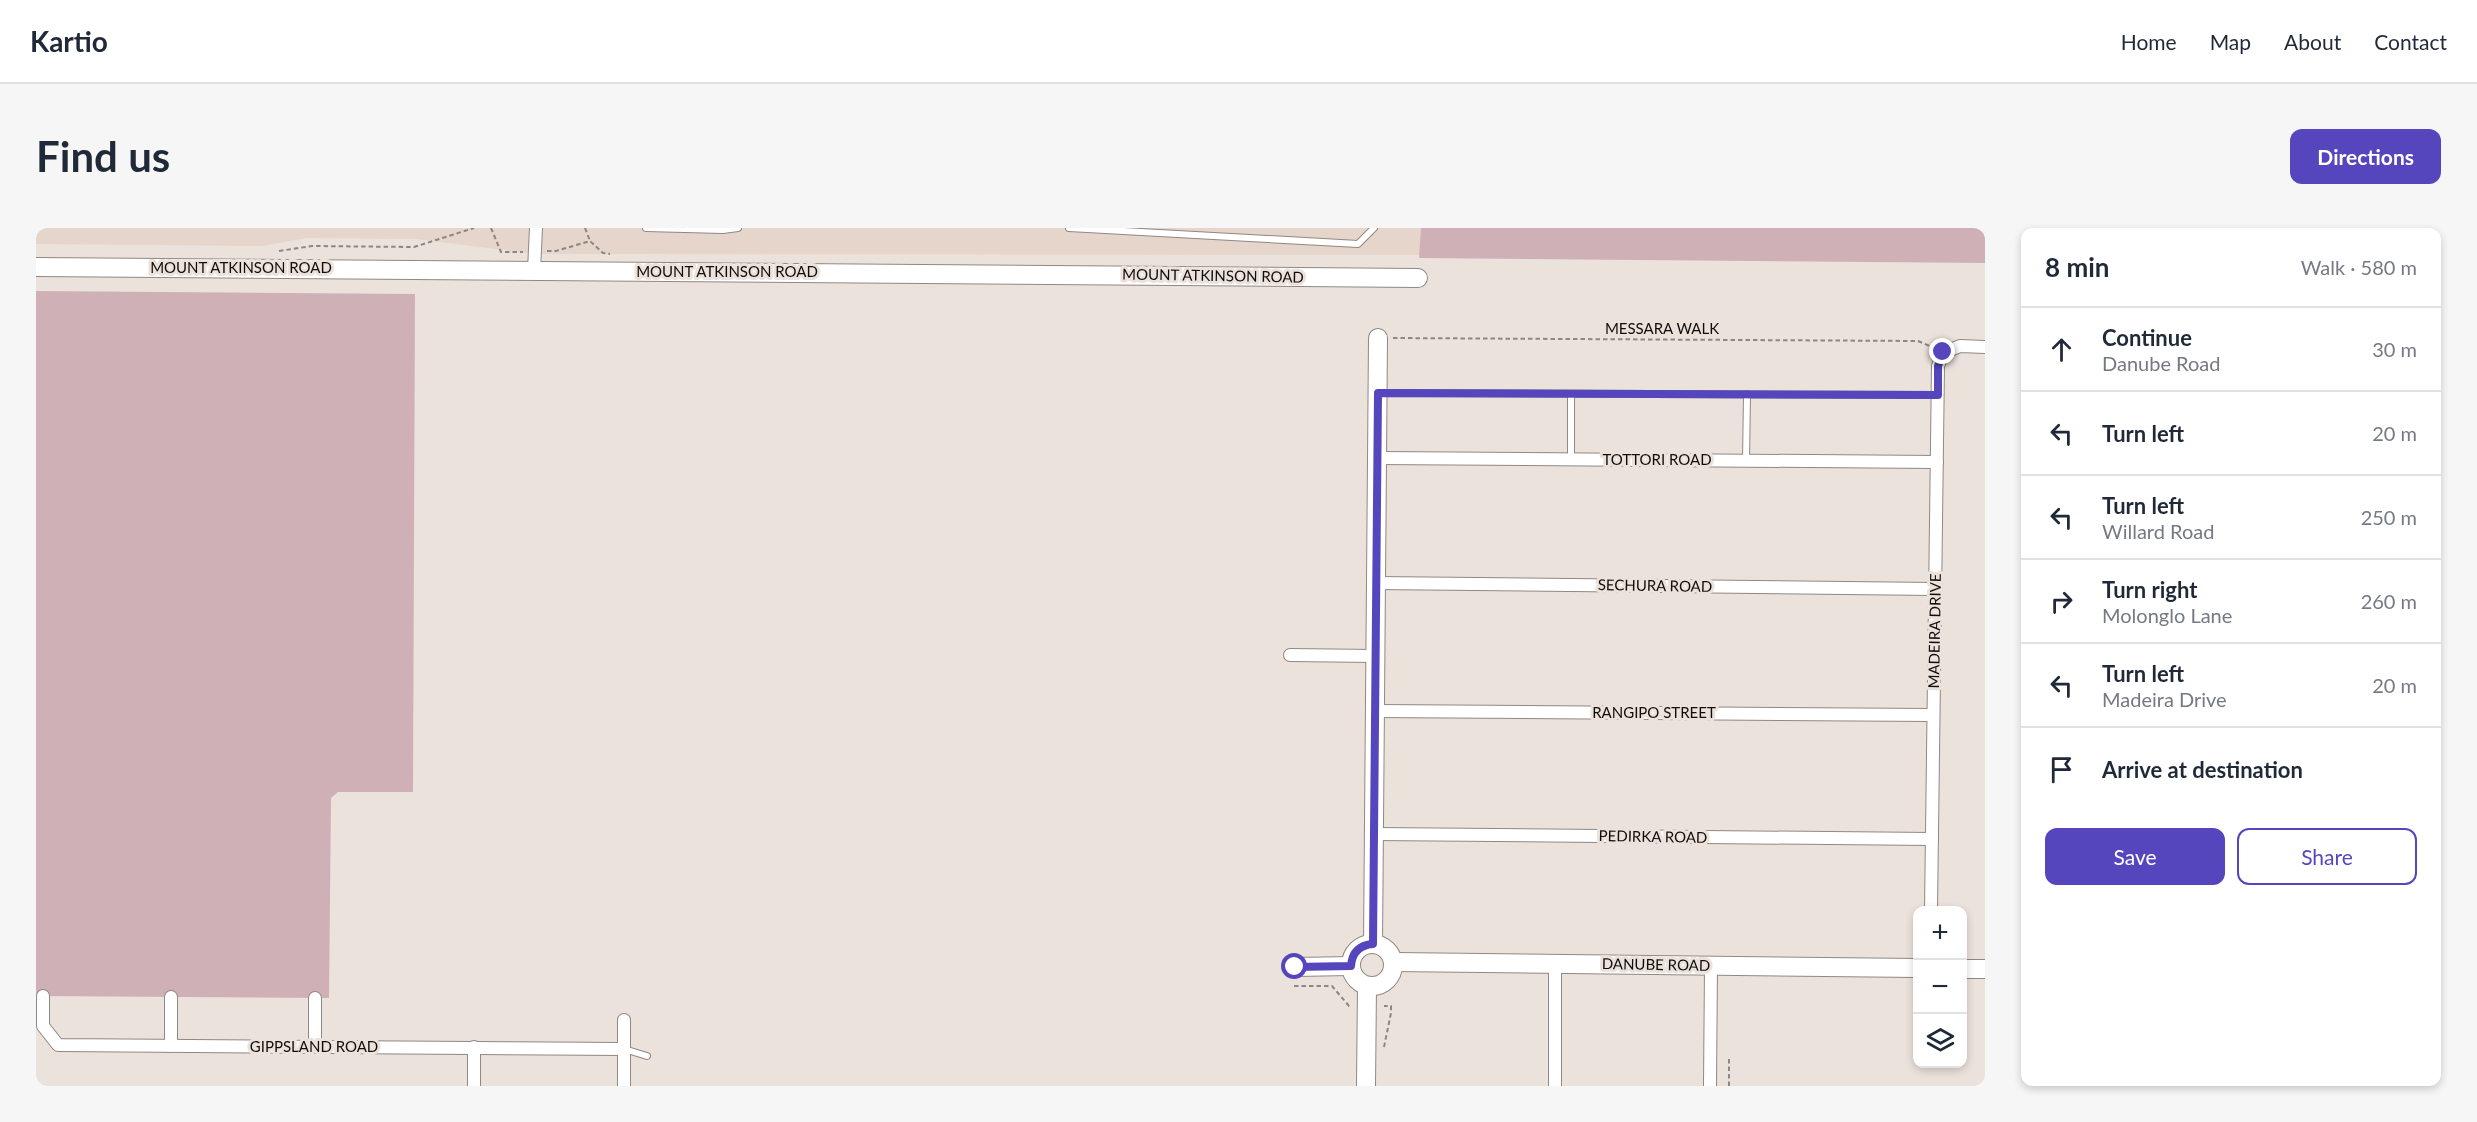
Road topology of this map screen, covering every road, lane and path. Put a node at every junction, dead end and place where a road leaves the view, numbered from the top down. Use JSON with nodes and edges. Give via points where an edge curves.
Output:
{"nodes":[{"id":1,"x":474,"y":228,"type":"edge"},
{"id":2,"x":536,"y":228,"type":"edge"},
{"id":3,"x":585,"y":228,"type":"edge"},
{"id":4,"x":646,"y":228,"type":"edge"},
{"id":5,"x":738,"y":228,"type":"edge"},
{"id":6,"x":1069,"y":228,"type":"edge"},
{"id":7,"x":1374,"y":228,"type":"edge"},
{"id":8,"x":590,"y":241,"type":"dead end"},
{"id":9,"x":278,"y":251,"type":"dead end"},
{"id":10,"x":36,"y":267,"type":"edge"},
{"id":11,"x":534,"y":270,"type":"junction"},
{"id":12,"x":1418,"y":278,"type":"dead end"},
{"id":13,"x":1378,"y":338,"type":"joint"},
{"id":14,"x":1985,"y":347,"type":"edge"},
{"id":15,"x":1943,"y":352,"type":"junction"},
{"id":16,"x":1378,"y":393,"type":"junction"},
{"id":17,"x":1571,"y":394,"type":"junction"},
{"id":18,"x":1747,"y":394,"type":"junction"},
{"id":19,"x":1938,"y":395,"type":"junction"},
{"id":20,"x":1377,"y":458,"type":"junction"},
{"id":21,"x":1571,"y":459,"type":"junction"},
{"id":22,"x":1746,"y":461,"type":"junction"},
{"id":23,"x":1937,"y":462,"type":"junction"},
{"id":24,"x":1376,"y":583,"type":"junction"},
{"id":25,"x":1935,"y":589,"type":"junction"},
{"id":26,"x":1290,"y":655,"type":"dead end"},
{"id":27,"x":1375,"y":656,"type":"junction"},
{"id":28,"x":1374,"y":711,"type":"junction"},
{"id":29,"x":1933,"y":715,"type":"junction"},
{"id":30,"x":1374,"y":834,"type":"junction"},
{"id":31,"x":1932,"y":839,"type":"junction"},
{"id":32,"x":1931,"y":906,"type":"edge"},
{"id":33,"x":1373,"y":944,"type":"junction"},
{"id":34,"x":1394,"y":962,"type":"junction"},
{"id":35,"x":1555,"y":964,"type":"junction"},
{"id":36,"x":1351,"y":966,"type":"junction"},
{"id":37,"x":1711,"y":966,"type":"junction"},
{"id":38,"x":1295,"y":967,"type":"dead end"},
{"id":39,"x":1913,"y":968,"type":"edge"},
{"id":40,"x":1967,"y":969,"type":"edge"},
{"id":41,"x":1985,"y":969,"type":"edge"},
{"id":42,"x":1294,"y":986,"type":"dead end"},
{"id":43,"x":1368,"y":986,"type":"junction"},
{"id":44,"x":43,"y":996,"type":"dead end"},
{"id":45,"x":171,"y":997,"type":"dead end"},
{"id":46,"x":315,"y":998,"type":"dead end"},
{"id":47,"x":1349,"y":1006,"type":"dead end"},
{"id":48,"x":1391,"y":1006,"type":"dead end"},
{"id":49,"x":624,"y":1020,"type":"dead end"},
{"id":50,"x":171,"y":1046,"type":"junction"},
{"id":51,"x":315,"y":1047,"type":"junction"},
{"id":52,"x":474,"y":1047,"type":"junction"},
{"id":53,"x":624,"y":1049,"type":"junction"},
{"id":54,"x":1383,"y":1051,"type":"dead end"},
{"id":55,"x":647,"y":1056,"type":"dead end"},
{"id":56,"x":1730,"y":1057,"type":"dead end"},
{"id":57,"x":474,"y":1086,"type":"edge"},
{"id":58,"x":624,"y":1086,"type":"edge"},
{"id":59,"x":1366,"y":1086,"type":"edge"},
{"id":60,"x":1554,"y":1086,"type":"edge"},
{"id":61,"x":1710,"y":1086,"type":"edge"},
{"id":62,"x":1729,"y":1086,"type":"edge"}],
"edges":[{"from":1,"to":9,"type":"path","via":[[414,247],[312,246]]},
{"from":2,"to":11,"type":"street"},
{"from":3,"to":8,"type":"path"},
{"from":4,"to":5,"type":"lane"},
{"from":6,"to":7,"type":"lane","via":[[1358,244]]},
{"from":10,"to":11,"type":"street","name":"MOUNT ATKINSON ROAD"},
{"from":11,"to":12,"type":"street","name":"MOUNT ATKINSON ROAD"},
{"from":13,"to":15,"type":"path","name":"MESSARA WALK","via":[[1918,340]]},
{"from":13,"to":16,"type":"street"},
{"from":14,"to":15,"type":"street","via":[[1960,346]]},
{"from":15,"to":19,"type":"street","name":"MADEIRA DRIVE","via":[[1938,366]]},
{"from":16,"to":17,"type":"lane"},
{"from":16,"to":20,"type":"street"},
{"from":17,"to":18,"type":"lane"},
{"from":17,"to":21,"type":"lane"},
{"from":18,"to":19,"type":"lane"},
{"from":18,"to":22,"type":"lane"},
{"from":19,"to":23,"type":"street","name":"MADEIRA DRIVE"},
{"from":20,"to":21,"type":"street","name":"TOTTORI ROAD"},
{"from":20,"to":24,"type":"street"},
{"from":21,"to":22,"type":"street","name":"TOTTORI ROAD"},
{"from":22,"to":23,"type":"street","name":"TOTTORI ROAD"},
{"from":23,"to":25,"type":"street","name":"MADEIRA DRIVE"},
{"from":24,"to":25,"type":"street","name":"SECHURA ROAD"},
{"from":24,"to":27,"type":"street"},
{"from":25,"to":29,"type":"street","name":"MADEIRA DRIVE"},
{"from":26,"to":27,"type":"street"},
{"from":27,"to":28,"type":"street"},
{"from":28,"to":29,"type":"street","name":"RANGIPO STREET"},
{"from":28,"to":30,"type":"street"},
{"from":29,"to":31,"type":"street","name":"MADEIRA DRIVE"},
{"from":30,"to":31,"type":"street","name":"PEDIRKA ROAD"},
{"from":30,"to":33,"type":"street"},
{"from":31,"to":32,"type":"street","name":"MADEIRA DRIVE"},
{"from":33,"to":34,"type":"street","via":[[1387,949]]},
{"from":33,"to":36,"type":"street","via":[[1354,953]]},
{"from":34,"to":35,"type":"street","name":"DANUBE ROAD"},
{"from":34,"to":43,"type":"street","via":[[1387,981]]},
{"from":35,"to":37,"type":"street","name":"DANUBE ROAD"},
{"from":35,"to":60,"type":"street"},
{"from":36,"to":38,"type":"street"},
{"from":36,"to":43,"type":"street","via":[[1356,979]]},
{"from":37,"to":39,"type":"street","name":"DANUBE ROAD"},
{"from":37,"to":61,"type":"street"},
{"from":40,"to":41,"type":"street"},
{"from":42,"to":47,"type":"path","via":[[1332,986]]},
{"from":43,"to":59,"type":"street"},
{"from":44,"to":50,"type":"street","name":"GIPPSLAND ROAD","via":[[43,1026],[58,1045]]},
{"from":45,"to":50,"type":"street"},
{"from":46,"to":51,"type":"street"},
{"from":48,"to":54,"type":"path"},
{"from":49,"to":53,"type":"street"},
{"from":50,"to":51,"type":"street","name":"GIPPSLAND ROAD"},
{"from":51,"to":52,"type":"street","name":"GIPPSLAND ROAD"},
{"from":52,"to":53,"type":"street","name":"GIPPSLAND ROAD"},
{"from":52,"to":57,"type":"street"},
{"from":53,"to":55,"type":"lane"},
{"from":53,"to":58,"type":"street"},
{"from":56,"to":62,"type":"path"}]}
...
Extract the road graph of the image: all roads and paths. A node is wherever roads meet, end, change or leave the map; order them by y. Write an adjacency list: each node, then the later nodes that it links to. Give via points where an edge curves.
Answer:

What the exercise asks
Copy down every line of the material above that includes the string "where".

Task result
Road topology of this map screen, covering every road, lane and path. Put a node at every junction, dead end and place where a road leaves the view, numbered from the top down. Use JSON with nodes and edges. Give via points where an edge curves.
Extract the road graph of the image: all roads and paths. A node is wherever roads meet, end, change or leave the map; order them by y. Write an adjacency list: each node, then the later nodes that it links to. Give via points where an edge curves.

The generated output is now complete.